On Tue, May 08, 2018 at 02:20:07AM +0200, Bruno Haible wrote:
> The following approaches come to mind:
>   * Use the kernel-provided meta-info about the algorithms to decide whether
>     to use the kernel API.
>     In detail: Read /proc/crypto at run time. It consists of records
>     with fields (name, driver, module, priority, internal, type).
>     - Consider only the records for the names we are interested in.
>     - Eliminate records with module != "kernel" (since we are not ready to
>       handle the situation that the module gets unloaded while af_alg.c
>       iterates on the data).
>     - No need to eliminate records with internal = "yes", since these have a
>       name that starts with '__', thus are already eliminated.
>     - Eliminate records with priority <= 100, because these are the generic
>       implementations, that provide no significant speedup compared to the
>       generic C implementation in gnulib (assuming the gnulib code was 
> compiled
>       with -O2).

With these criteria, it is basically guarenteed that gnulib/coreutils will
rarely if ever use the kernel Crypto API extensions on any standard/common
Debian/Ubuntu/CentOS/Fedora (and I assume redhat) - all have the "sha*-generic"
as built-in kernel module with priority 0, and the "sha*-ssse3"

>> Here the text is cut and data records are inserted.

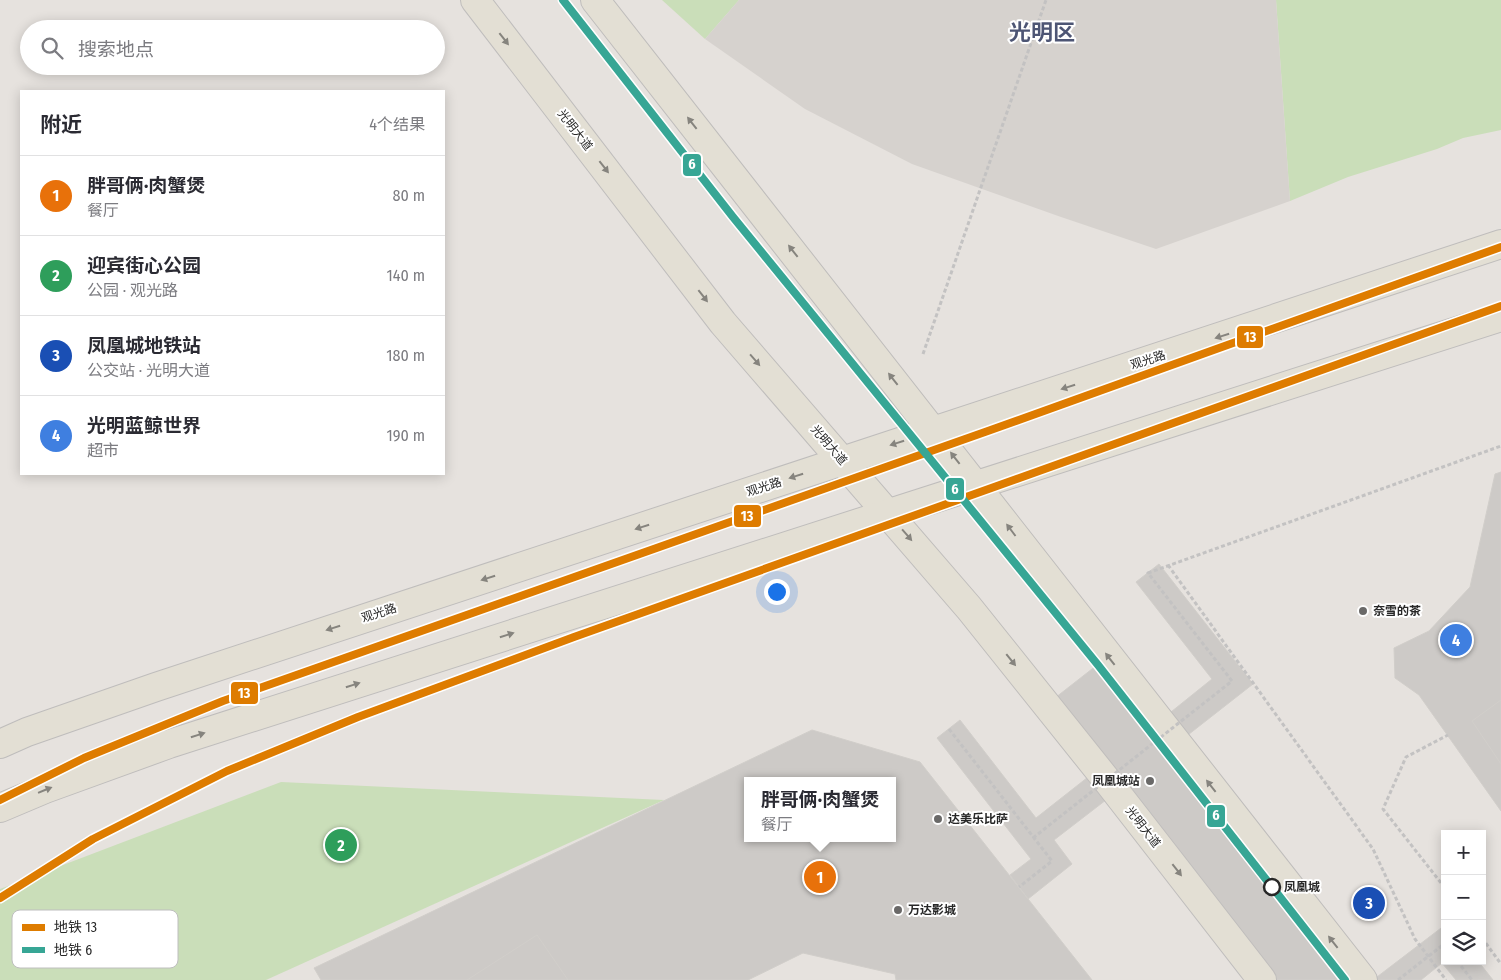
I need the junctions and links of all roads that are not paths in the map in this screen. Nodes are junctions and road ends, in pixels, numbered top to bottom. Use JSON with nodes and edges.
{"nodes":[{"id":1,"x":475,"y":0,"type":"edge"},
{"id":2,"x":595,"y":0,"type":"edge"},
{"id":3,"x":1501,"y":244,"type":"edge"},
{"id":4,"x":1501,"y":317,"type":"edge"},
{"id":5,"x":934,"y":431,"type":"junction"},
{"id":6,"x":843,"y":461,"type":"junction"},
{"id":7,"x":976,"y":485,"type":"junction"},
{"id":8,"x":888,"y":513,"type":"junction"},
{"id":9,"x":0,"y":744,"type":"edge"},
{"id":10,"x":0,"y":808,"type":"edge"},
{"id":11,"x":1262,"y":980,"type":"edge"},
{"id":12,"x":1363,"y":980,"type":"edge"}],
"edges":[{"from":1,"to":6,"type":"main road","name":"光明大道","one_way":true},
{"from":5,"to":2,"type":"main road","one_way":true},
{"from":3,"to":5,"type":"main road","name":"观光路","one_way":true},
{"from":4,"to":7,"type":"main road"},
{"from":5,"to":6,"type":"main road","name":"观光路","one_way":true},
{"from":7,"to":5,"type":"main road","one_way":true},
{"from":6,"to":8,"type":"main road","name":"光明大道"},
{"from":6,"to":9,"type":"main road","name":"观光路","one_way":true},
{"from":7,"to":8,"type":"main road"},
{"from":12,"to":7,"type":"main road","one_way":true},
{"from":10,"to":8,"type":"main road","one_way":true},
{"from":8,"to":11,"type":"main road","name":"光明大道","one_way":true}]}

as an external module (for x86_64). In which case, using OpenSSL's optimized
code would have been better.

Wouldn't it be better to leave the decision of using or not using
the crypto API to the distribution packagers ?
This way, if they aim for a target that is likely to benefit from
using the Crypto API, they can enable it (either knowing that the cpus
are likely to have hardware crypto, or perhaps include the
optimized crypto driveres as built-in modulels).